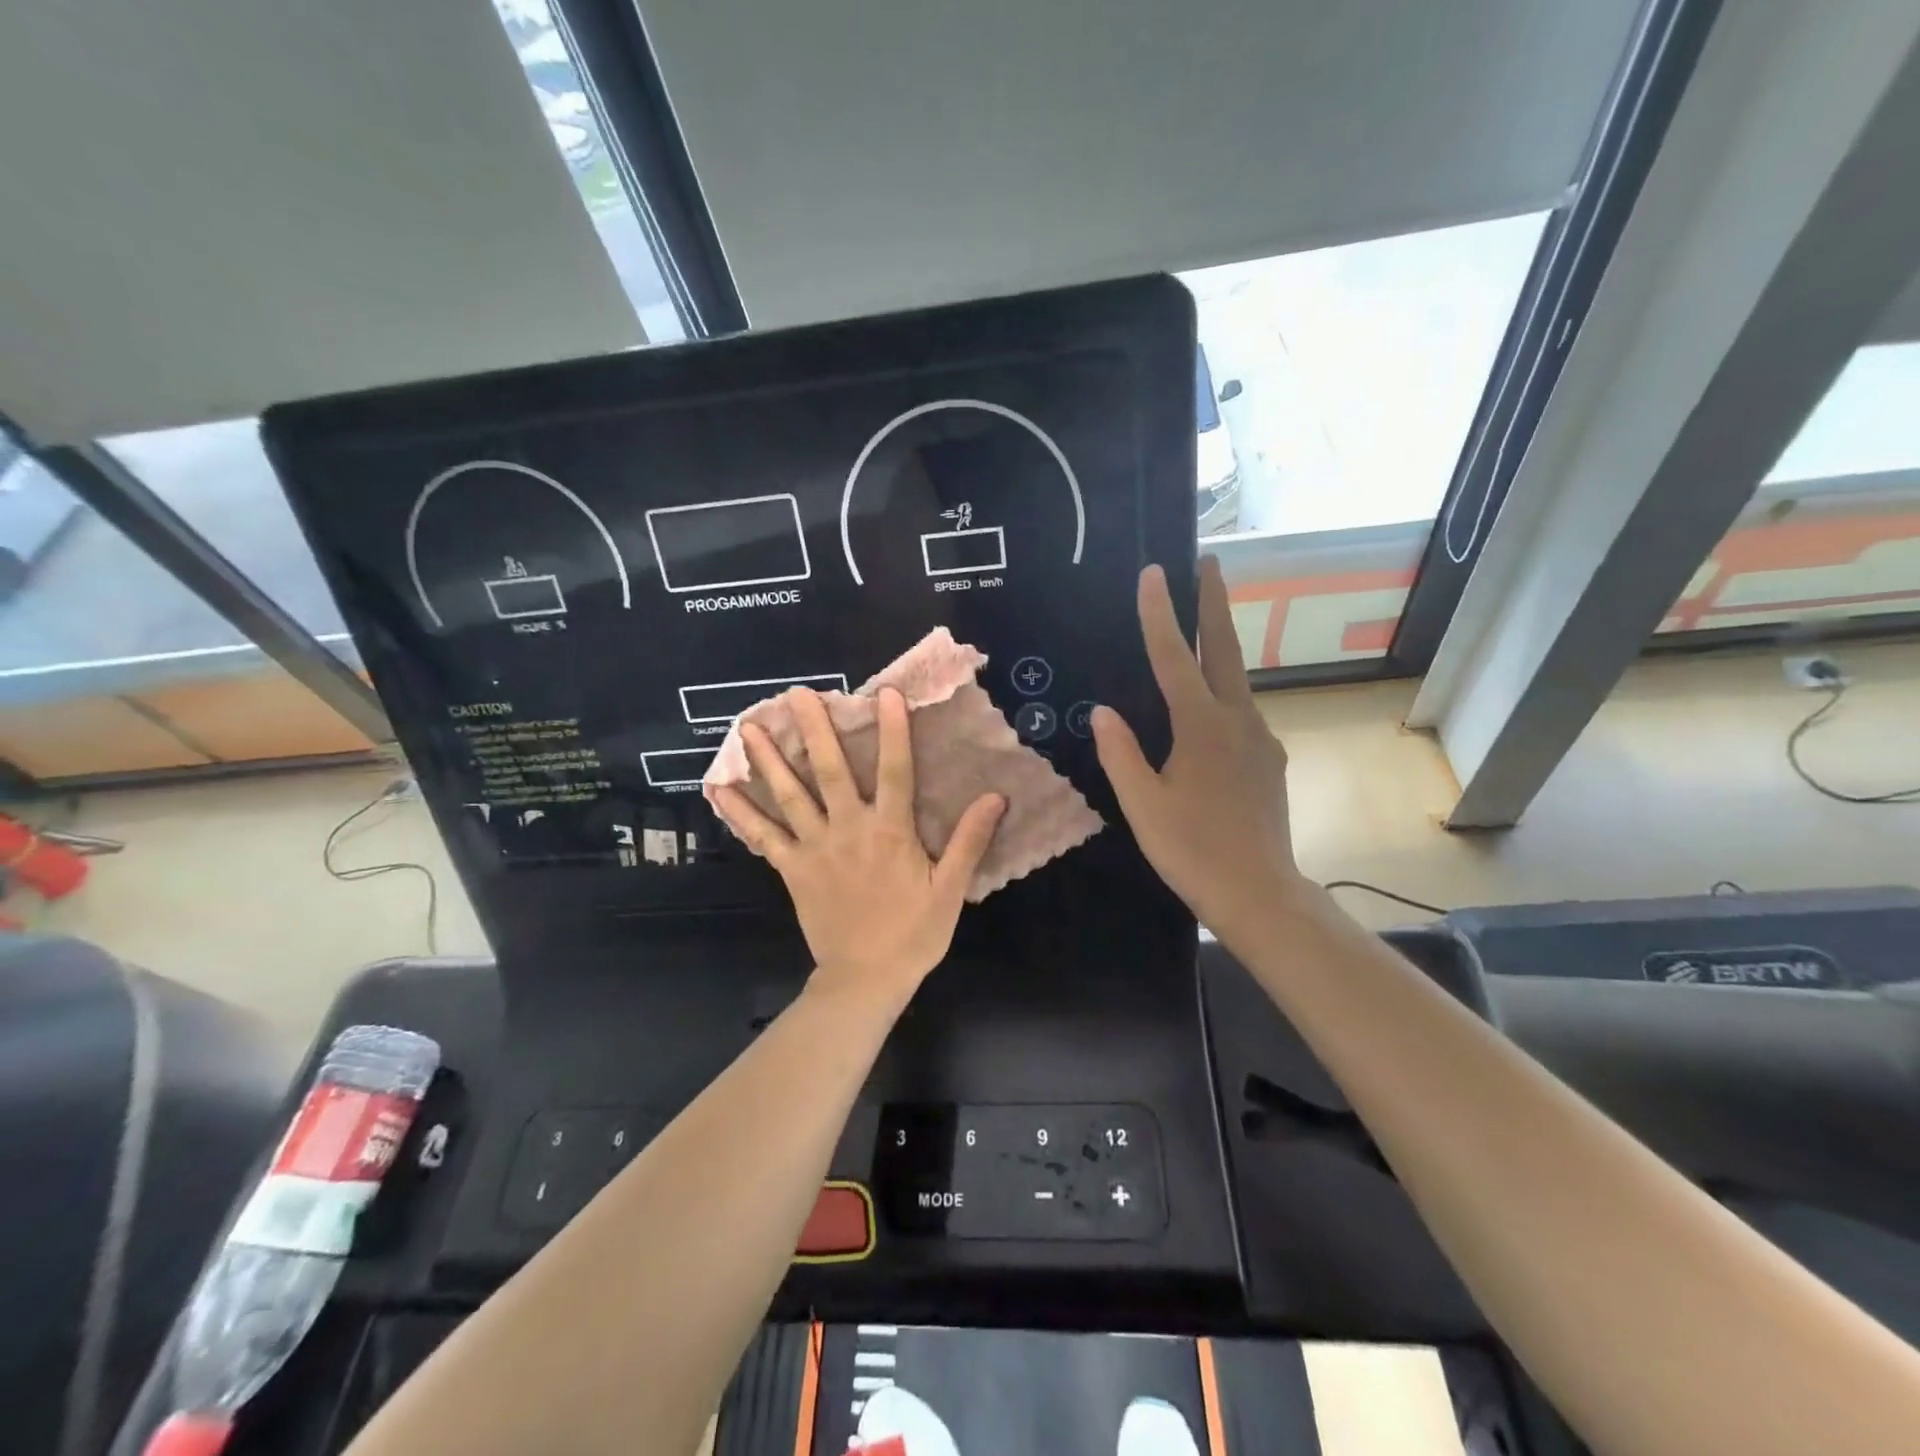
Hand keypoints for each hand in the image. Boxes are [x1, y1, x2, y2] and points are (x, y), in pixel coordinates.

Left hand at [711, 687, 1005, 1008]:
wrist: (865, 979)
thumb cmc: (913, 933)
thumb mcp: (950, 889)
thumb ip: (969, 841)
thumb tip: (995, 796)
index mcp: (890, 832)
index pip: (895, 771)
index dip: (892, 731)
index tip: (885, 693)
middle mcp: (849, 829)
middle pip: (830, 771)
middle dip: (814, 730)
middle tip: (796, 694)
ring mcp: (814, 848)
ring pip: (790, 796)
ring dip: (769, 760)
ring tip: (749, 728)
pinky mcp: (791, 869)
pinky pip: (763, 837)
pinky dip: (741, 813)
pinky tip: (719, 790)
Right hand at [1093, 557, 1300, 933]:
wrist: (1260, 893)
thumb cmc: (1192, 849)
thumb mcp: (1142, 804)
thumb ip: (1121, 753)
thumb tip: (1103, 711)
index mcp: (1203, 726)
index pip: (1175, 658)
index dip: (1160, 614)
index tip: (1154, 573)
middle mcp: (1239, 720)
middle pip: (1225, 650)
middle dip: (1215, 604)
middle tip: (1209, 563)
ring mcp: (1261, 739)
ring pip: (1236, 682)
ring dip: (1218, 649)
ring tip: (1199, 632)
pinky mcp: (1270, 759)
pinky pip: (1242, 714)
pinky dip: (1222, 695)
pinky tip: (1207, 711)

****************************************

## The problem
Your task is to restate, word for word, the line with "thumb mcp: (950, 889)" and all lines after it, ending with the last line of the data.

## Result
thumb mcp: (950, 889)
thumb ip: (969, 841)
thumb tip: (995, 796)
index mcp: (890, 832)
index pip: (895, 771)
index dip: (892, 731)
index tip: (885, 693)
middle mcp: (849, 829)
middle pip: (830, 771)
middle dip: (814, 730)
middle tip: (796, 694)
ring mcp: (814, 848)
ring pip: (790, 796)
ring dip: (769, 760)
ring tip: (749, 728)
pinky mcp: (791, 869)
pinky pip: (763, 837)
pinky dip: (741, 813)
pinky tip: (719, 790)
Right hand at [1093, 557, 1300, 933]:
wrist: (1260, 893)
thumb cmc: (1192, 849)
thumb mcp: (1142, 804)
thumb ip: (1121, 753)
thumb tip: (1103, 711)
index mcp: (1203, 726)
index pip: (1175, 658)
index dip: (1160, 614)
index tip: (1154, 573)
middle mcp: (1239, 720)
middle pip: (1225, 650)
middle dip: (1215, 604)
middle tip: (1209, 563)
ring mcp: (1261, 739)
ring pip: (1236, 682)
ring dip: (1218, 649)
ring tip: (1199, 632)
pinky mcp: (1270, 759)
pinky pip: (1242, 714)
pinky dip: (1222, 695)
pinky tip: (1207, 711)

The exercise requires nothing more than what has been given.